Te 1 o Hune 2017 | 1 June 2017

The Māori Land Service
More than 1000 Māori land owners attended wānanga in 2016 and 2017 and the views shared at these wānanga have shaped the core functions of the Māori Land Service and the proposed design.

Te Ture Whenua Māori Bill confirms that the core services of the proposed Māori Land Service will be: Māori Land Information and Registry Services – maintaining and updating a register of Māori land owner decisions, ownership and governance information; Owner Decision Making Services – service to support owners in relation to their interests and effective governance and management arrangements for their land; Dispute Resolution Services – service to resolve disputes relating to land based on tikanga Māori.

Land owners signalled the need for the fourth service, Advisory and Development Services (advice relating to the productive use of land) to support land owners to effectively utilise their land if they so choose.
“It is important to know that the reforms proposed in Te Ture Whenua Māori Bill will not come into force until 18 months after the Bill is passed in Parliament,” says Chief Executive, Michelle Hippolite

“While this seems like a long way away, there is a huge amount of work ahead of us to establish the proposed Māori Land Service,” says Michelle.

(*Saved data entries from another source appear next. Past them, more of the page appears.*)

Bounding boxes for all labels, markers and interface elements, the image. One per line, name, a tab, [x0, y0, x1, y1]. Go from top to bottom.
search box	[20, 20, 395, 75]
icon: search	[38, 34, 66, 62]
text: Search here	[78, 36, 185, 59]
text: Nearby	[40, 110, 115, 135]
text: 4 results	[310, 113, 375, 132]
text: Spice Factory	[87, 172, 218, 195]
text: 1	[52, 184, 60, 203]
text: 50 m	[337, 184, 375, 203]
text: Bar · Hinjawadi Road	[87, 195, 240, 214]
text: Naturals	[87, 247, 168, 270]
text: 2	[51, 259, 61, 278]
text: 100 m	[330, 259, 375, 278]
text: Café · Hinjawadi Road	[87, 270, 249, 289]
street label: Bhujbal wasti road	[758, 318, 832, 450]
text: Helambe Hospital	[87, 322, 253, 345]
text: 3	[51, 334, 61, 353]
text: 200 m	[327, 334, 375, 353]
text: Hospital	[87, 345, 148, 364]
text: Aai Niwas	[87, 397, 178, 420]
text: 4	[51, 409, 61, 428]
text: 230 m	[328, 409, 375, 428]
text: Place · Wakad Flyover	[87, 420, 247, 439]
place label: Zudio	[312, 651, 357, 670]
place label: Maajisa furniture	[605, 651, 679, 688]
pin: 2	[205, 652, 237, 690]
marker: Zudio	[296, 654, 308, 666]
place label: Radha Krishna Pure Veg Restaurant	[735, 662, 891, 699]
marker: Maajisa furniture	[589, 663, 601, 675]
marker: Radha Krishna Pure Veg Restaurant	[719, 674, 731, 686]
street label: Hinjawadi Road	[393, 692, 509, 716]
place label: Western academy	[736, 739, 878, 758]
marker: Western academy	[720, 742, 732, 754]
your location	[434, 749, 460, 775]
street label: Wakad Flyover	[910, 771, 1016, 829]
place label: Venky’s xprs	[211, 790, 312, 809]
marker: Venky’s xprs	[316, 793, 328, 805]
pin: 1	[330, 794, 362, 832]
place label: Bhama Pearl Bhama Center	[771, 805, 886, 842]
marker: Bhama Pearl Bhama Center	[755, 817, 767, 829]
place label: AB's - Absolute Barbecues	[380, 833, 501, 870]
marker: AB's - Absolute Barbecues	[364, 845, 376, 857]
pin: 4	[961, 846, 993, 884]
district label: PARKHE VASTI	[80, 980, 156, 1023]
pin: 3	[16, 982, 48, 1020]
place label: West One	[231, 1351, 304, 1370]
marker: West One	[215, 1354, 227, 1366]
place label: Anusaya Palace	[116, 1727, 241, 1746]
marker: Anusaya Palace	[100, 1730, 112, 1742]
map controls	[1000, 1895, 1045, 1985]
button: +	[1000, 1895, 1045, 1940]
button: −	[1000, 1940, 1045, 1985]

“We were fortunate to have Keith Ikin (Ngāti Maniapoto) on board providing leadership in the early development of the Māori Land Service. He led the wānanga series and the initial design phase that has set the foundations for the proposed Māori Land Service whare,” says Michelle.

This week, Te Puni Kōkiri welcomed Tiaki Hunia (Ngāti Awa, Ngāti Pikiao, Te Aupōuri) to the new role of Director, Māori Land Service, Development and Design.

“Tiaki will lead the next phase of the proposed Māori Land Service in anticipation of the Bill passing later this year. He brings a wealth of experience from his previous role as the Deputy Trustee of Te Tumu Paeroa where he helped lead a large internal change programme including rebuilding their information technology systems, centralising their databases and outreaching to Māori land owners.”